Cochlear synaptopathy is the loss of synapses between the inner hair cells and the auditory nerve despite survival of sensory hair cells. The findings of extensive cochlear synaptopathy in animals after moderate noise exposures challenged the long-held view that hair cells are the cochlear elements most sensitive to insults that lead to hearing loss. However, cochlear synaptopathy has been difficult to identify in humans. We applied novel algorithms to determine hair cell and neural contributions to electrocochleographic (ECochG) recordings from the round window of animal and human subjects. Gerbils with normal hearing provided training and test sets for a deep learning algorithm to detect the presence of neural responses to low frequency sounds, and an analytic model was used to quantify the proportion of neural and hair cell contributions to the ECochG response. The capacity to detect cochlear synaptopathy was validated in normal hearing and noise-exposed animals by using neurotoxins to reduce or eliminate the neural contributions.

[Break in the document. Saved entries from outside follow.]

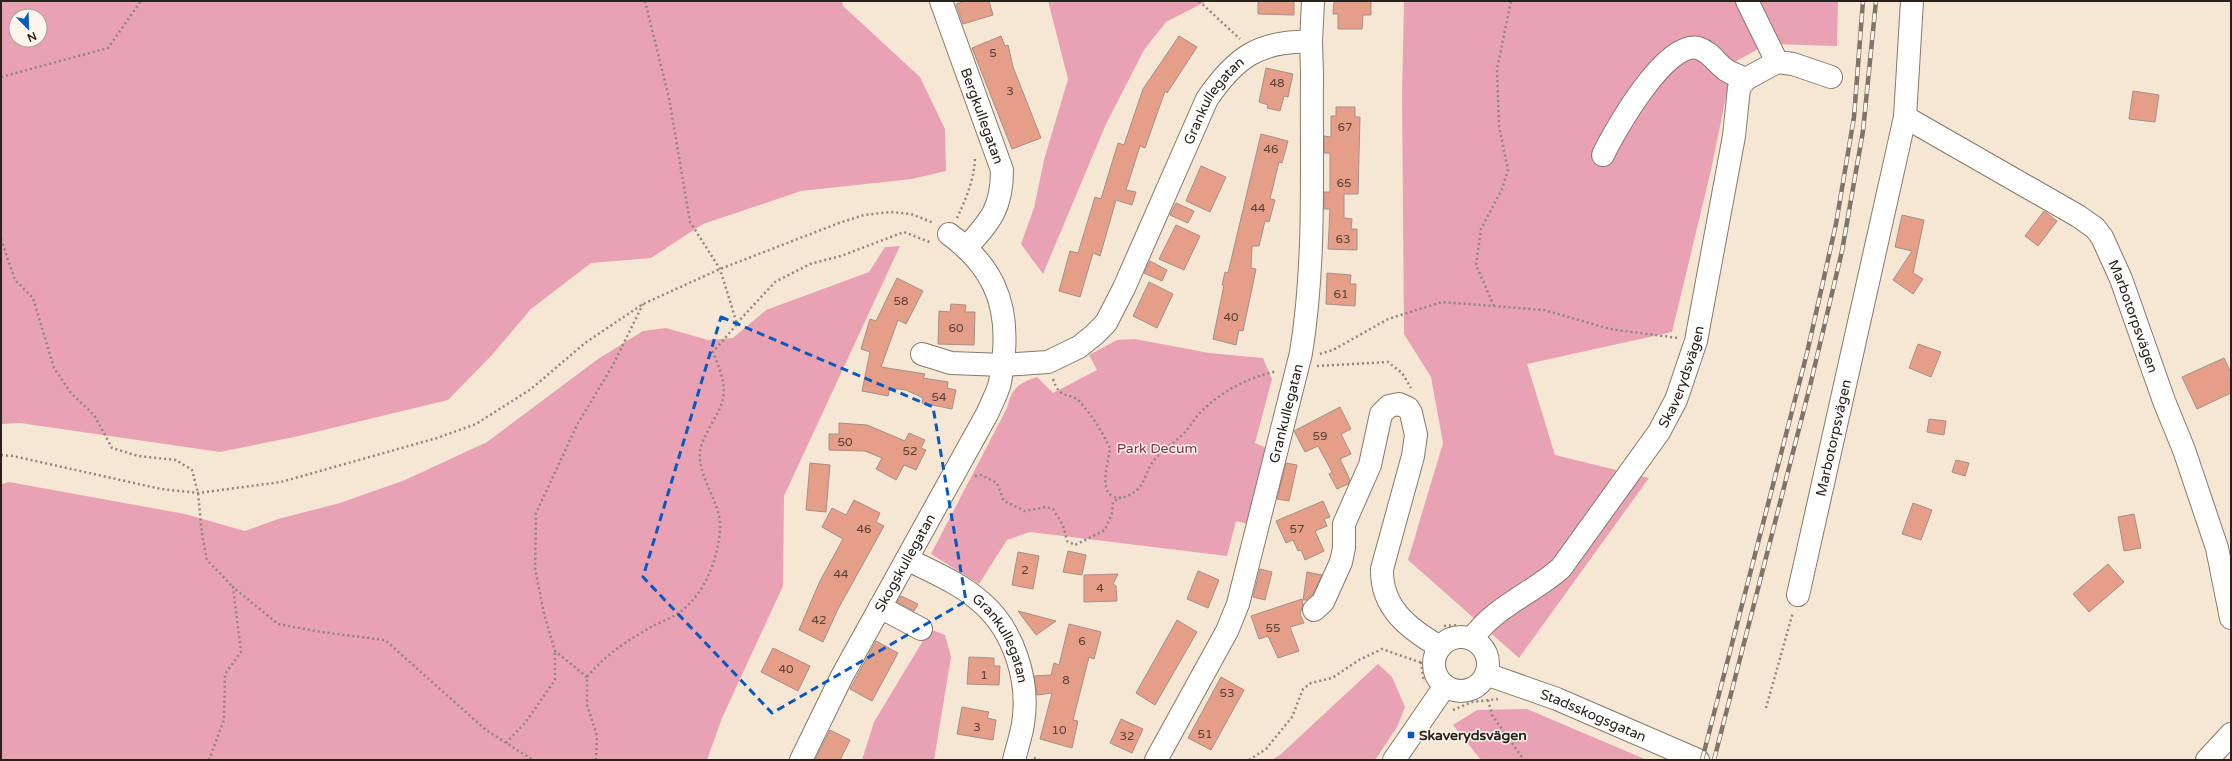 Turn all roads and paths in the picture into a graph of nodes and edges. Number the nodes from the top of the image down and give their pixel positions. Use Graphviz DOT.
graph roads {
  1 [pos="140,1"];
  2 [pos="645,1"];
  3 [pos="941,1"];
  4 [pos="1199,1"];
  5 [pos="1313,1"];
  6 [pos="1511,1"];
  7 [pos="1747,1"];
  8 [pos="1912,1"];
  9 [pos="1311,42"];
  10 [pos="1251,53"];
  11 [pos="1777,62"];
  12 [pos="1,77"];
  13 [pos="1831,77"];
  14 [pos="1746,79"];
  15 [pos="1905,117"];
  16 [pos="974,150"];
  17 [pos="1603,155"];
  18 [pos="949,234"];
  19 [pos="1,239"];
  20 [pos="967,247"];
  21 [pos="720,269"];
  22 [pos="643,304"];
  23 [pos="1494,306"];
  24 [pos="736,324"];
  25 [pos="1696,341"];
  26 [pos="922,354"];
  27 [pos="1048,362"];
  28 [pos="1299,362"];
  29 [pos="1003,364"];
  30 [pos="1,455"];
  31 [pos="969,477"];
  32 [pos="198,493"];
  33 [pos="1121,497"];
  34 [pos="907,559"];
  35 [pos="233,587"];
  36 [pos="1798,595"];
  37 [pos="880,607"];
  38 [pos="1314,610"];
  39 [pos="2231,618"];
  40 [pos="921,629"];
  41 [pos="1472,639"];
  42 [pos="1440,647"];
  43 [pos="555,651"];
  44 [pos="1420,659"];
  45 [pos="1422,663"];
  46 [pos="1486,674"];
  47 [pos="586,677"];
  48 [pos="1445,686"];
  49 [pos="1422,688"];
  50 [pos="1488,700"];
  51 [pos="1505,700"];
  52 [pos="1766,708"];
  53 [pos="1448,712"];
  54 [pos="2231,734"];
  55 [pos="506,743"];
  56 [pos="209,760"];
  57 [pos="533,760"];
  58 [pos="596,760"];
  59 [pos="801,760"];
  60 [pos="1014,760"];
  61 [pos="1156,760"];
  62 [pos="1249,760"];
  63 [pos="1394,760"];
  64 [pos="1524,760"];
  65 [pos="1698,760"];
  66 [pos="2207,760"];
  1 -- 12 [label="path"];
  2 -- 21 [label="path"];
  3 -- 20 [label="street, Bergkullegatan"];
  4 -- 10 [label="path"];
  5 -- 9 [label="street, Grankullegatan"];
  6 -- 23 [label="path"];
  7 -- 11 [label="street"];
  8 -- 15 [label="street, Marbotorpsvägen"];
  9 -- 10 [label="street, Grankullegatan"];
  9 -- 28 [label="street, Grankullegatan"];
  10 -- 27 [label="street, Grankullegatan"];
  11 -- 13 [label="street"];
  11 -- 14 [label="street"];
  14 -- 17 [label="street"];
  14 -- 25 [label="street, Skaverydsvägen"];
  15 -- 36 [label="street, Marbotorpsvägen"];
  15 -- 39 [label="street, Marbotorpsvägen"];
  16 -- 18 [label="path"];
  18 -- 20 [label="street, Skogskullegatan"];
  18 -- 21 [label="path"];
  18 -- 24 [label="path"];
  19 -- 32 [label="path"];
  20 -- 29 [label="street, Skogskullegatan"];
  21 -- 22 [label="path"];
  21 -- 24 [label="path"];
  22 -- 32 [label="path"];
  22 -- 43 [label="path"];
  23 -- 25 [label="path"];
  23 -- 28 [label="path"];
  24 -- 47 [label="path"];
  25 -- 41 [label="street, Skaverydsvägen"];
  26 -- 29 [label="street"];
  27 -- 29 [label="street, Grankullegatan"];
  27 -- 33 [label="path"];
  28 -- 33 [label="path"];
  28 -- 61 [label="street, Grankullegatan"];
  29 -- 34 [label="street, Skogskullegatan"];
  30 -- 32 [label="path"];
  31 -- 33 [label="path"];
  32 -- 35 [label="path"];
  34 -- 37 [label="street, Skogskullegatan"];
  34 -- 60 [label="street, Grankullegatan"];
  35 -- 55 [label="path"];
  35 -- 56 [label="path"];
  36 -- 52 [label="path"];
  37 -- 40 [label="street"];
  37 -- 59 [label="street, Skogskullegatan"];
  38 -- 42 [label="street"];
  41 -- 42 [label="street"];
  41 -- 46 [label="street"];
  42 -- 48 [label="street"];
  43 -- 47 [label="path"];
  43 -- 55 [label="path"];
  44 -- 45 [label="path"];
  45 -- 49 [label="path"];
  45 -- 62 [label="path"];
  46 -- 48 [label="street"];
  46 -- 65 [label="street, Stadsskogsgatan"];
  47 -- 58 [label="path"];
  48 -- 63 [label="street"];
  50 -- 51 [label="path"];
  50 -- 53 [label="path"];
  50 -- 64 [label="path"];
  54 -- 66 [label="street"];
  55 -- 57 [label="path"];
}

When the analytical methods were applied to human surgical subjects with access to the round window, the neural contribution resembled the partial cochlear synaptopathy present after neurotoxin application in animals. This result demonstrates the presence of viable hair cells not connected to auditory nerve fibers in human subjects with substantial hearing loss and indicates that efforts to regenerate nerve fibers may find a ready cochlear substrate for innervation and resumption of function.